Advanced Data Structures (CS501): This course expands upon foundational data structures by introducing advanced concepts such as suffix trees, Fibonacci heaps, disjoint sets, and amortized analysis. It also covers algorithmic paradigms like dynamic programming, greedy algorithms, and approximation techniques used in optimization problems.
Cloud Computing and Virtualization (CS502): Students explore cloud service models including IaaS, PaaS, SaaS, and their implementation using platforms like AWS, Azure, and GCP. The course covers virtualization technologies, container orchestration, microservices architecture, and scalability challenges in distributed systems.
Big Data Analytics (CS503): This course introduces students to tools and frameworks for processing large datasets such as Hadoop, Spark, Kafka, and Hive. It emphasizes data preprocessing, feature engineering, model evaluation, and visualization techniques using libraries like Pandas, NumPy, Matplotlib, and Seaborn.
Embedded Systems and IoT (CS504): Designed for those interested in physical computing and sensor networks, this course covers microcontroller programming, real-time operating systems (RTOS), communication protocols (WiFi, Bluetooth, Zigbee), and embedded software development using C/C++.
Research Methodology (CS505): This foundational course prepares students for independent research by teaching scientific inquiry, hypothesis formulation, experimental design, literature review techniques, and academic writing skills. It includes workshops on publishing research papers and presenting findings at conferences.

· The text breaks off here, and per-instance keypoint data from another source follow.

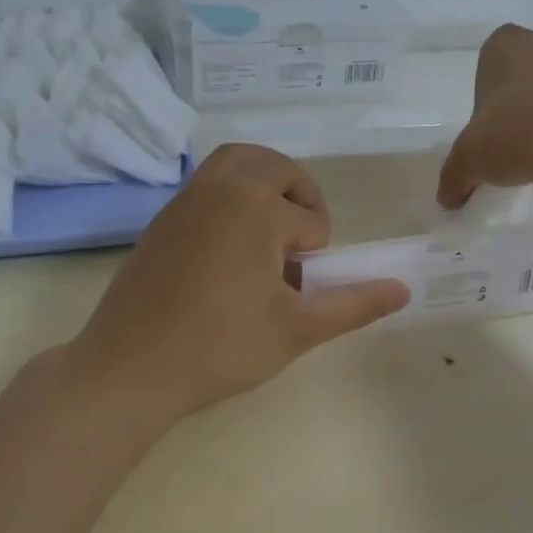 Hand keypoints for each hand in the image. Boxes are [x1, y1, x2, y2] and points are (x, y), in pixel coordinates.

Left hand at [66, 144, 409, 423]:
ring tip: (272, 230)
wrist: (129, 369)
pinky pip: (206, 185)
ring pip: (235, 163)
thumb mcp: (297, 329)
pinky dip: (231, 195)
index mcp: (256, 207)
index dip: (317, 254)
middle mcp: (219, 189)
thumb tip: (404, 289)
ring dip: (264, 183)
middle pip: (274, 167)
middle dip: (299, 195)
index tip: (299, 288)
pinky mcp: (161, 220)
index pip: (309, 219)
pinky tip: (231, 248)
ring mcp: (184, 201)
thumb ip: (353, 304)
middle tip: (303, 238)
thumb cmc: (220, 347)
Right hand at [438, 25, 532, 207]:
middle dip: (526, 94)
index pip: (490, 63)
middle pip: (529, 66)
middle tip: (523, 136)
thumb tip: (447, 200)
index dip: (490, 96)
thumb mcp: (472, 162)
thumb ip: (454, 177)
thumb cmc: (520, 137)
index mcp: (504, 46)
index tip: (494, 128) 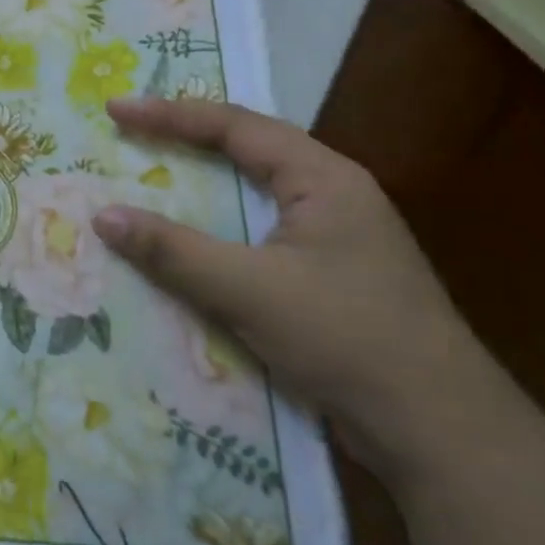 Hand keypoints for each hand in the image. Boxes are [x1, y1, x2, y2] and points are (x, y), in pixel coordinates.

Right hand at [90, 96, 505, 488]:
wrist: (441, 435)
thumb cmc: (347, 339)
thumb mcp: (249, 290)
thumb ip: (172, 250)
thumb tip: (102, 215)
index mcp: (324, 179)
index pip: (235, 126)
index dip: (170, 114)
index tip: (115, 110)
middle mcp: (331, 196)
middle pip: (246, 150)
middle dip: (184, 139)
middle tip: (128, 134)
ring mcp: (333, 239)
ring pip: (251, 195)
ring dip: (199, 186)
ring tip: (148, 178)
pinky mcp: (327, 278)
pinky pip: (256, 235)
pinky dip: (214, 230)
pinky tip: (186, 244) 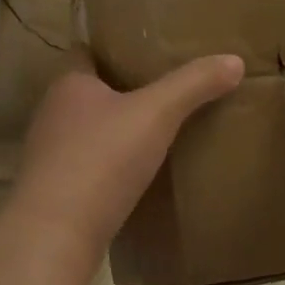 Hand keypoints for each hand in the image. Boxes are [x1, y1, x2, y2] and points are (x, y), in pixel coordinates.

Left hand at [11, 51, 244, 254]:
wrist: (55, 235)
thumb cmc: (101, 160)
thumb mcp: (156, 114)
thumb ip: (193, 85)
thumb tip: (234, 60)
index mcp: (68, 85)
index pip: (87, 52)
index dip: (114, 48)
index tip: (146, 51)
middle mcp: (52, 115)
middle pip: (89, 93)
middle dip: (121, 91)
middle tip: (163, 90)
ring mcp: (49, 156)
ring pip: (87, 133)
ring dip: (114, 132)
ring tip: (155, 132)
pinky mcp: (55, 192)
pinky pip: (87, 168)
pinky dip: (109, 167)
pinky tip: (137, 176) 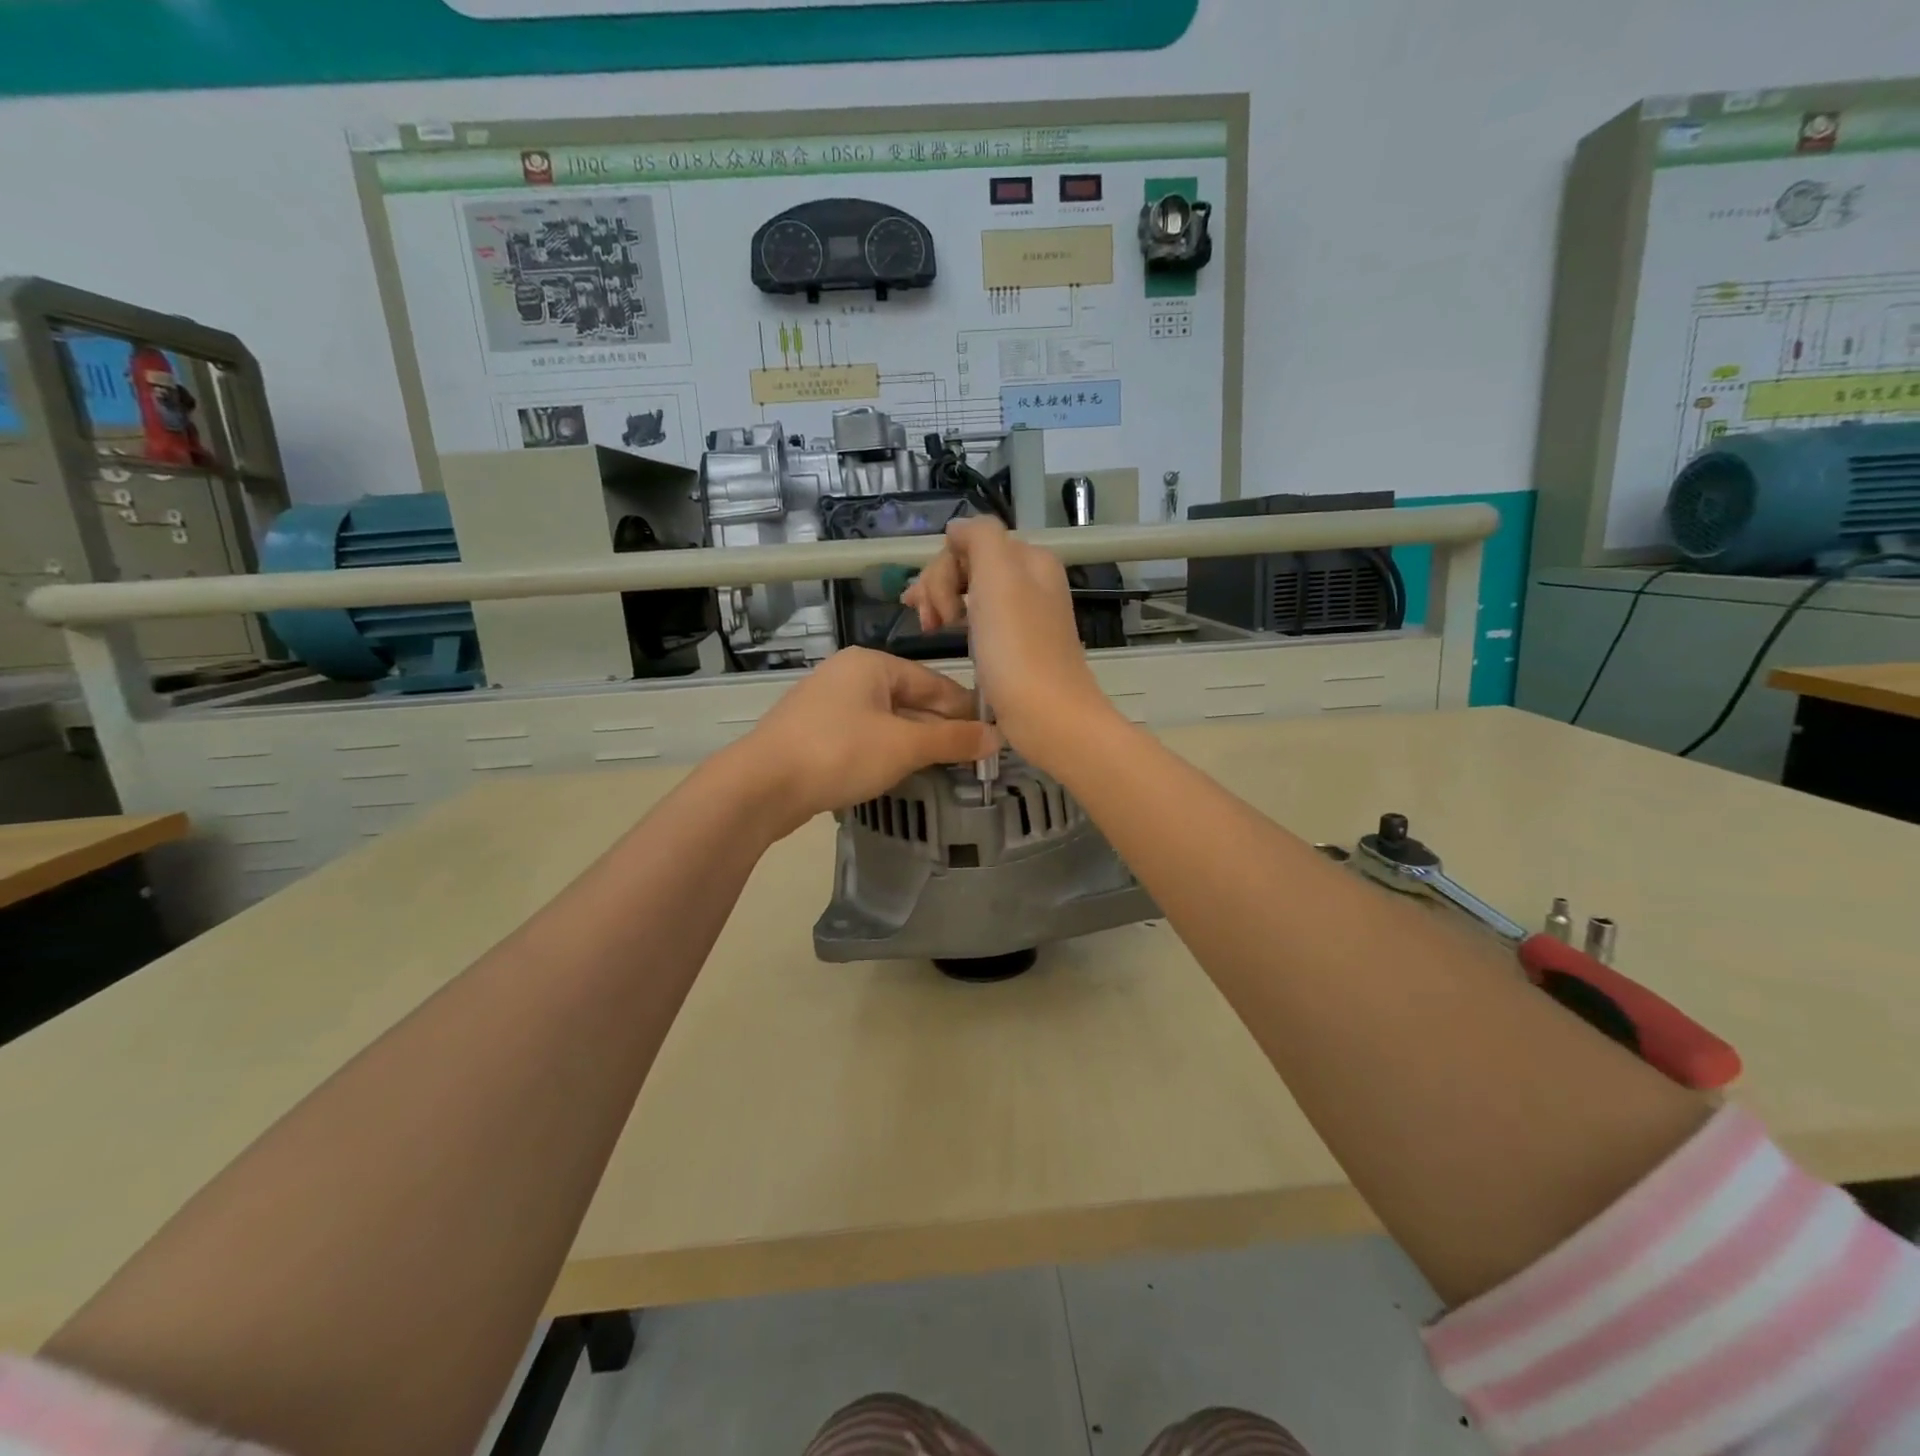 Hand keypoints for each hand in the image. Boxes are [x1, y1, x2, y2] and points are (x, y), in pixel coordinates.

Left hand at [732, 647, 999, 835]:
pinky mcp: (815, 734)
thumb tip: (997, 738)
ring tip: (947, 769)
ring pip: (888, 721)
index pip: (934, 683)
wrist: (761, 786)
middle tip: (974, 759)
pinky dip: (888, 752)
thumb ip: (952, 741)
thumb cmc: (840, 753)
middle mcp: (849, 676)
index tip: (993, 736)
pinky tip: (903, 773)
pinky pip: (865, 737)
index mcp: (872, 664)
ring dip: (916, 744)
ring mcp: (828, 705)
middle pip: (910, 701)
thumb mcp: (904, 746)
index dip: (966, 711)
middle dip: (941, 729)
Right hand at [902, 517, 1116, 767]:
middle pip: (968, 566)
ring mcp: (1023, 616)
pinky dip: (957, 623)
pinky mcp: (1015, 648)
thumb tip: (957, 530)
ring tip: (929, 631)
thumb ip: (980, 537)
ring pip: (970, 593)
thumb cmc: (1018, 649)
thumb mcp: (999, 576)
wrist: (1048, 717)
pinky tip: (946, 637)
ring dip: (942, 604)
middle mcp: (1030, 582)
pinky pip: (978, 621)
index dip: (942, 570)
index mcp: (1029, 560)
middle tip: (929, 624)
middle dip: (939, 587)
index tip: (935, 607)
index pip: (969, 543) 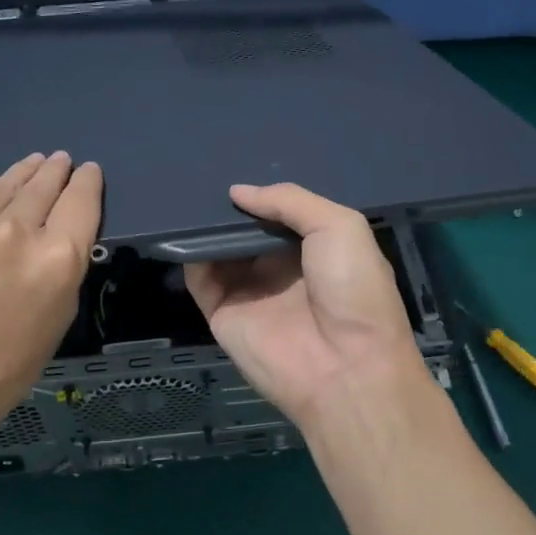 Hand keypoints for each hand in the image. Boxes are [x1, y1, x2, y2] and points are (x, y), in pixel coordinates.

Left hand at [0, 152, 101, 450]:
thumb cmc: (7, 362)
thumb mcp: (59, 312)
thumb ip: (63, 262)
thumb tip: (55, 224)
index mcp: (56, 257)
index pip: (80, 201)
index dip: (86, 181)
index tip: (86, 170)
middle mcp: (14, 232)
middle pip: (41, 186)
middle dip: (53, 171)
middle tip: (57, 159)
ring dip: (17, 175)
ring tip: (28, 165)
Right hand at [184, 183, 437, 439]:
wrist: (345, 368)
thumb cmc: (354, 290)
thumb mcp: (340, 226)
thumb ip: (290, 201)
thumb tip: (237, 192)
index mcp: (314, 247)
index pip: (280, 213)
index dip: (262, 193)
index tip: (236, 166)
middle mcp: (279, 267)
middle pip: (245, 229)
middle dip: (229, 207)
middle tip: (202, 174)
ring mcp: (249, 290)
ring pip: (218, 250)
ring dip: (205, 226)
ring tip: (186, 194)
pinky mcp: (222, 313)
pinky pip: (199, 277)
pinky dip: (188, 254)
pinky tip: (181, 228)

Project-Based Learning Philosophy
Nist University Ganjam's approach to project-based learning is centered on the belief that students learn best when they engage in meaningful, real-world problem-solving activities. Projects are designed to bridge theory with practice, encouraging creativity, teamwork, and critical thinking.
The structure of these projects includes three phases: ideation, implementation, and presentation. During the ideation phase, students identify a problem within their domain of interest, conduct literature reviews, and propose potential solutions. In the implementation phase, they build prototypes or develop functional systems under mentorship from faculty members. Finally, during the presentation phase, teams defend their work to peers and experts in formal settings such as symposiums and competitions.
Evaluation criteria for projects are based on innovation, technical feasibility, impact potential, documentation quality, and oral communication skills. Projects are typically assessed using rubrics that assign weights to different components like design, execution, reflection, and collaboration.
Mini-projects begin in the third semester and continue through the sixth semester, culminating in a final-year capstone project. Students have the flexibility to select projects aligned with their interests or collaborate with industry partners on actual business challenges. Faculty mentors play a crucial role in guiding students throughout the process, ensuring academic rigor while fostering creativity.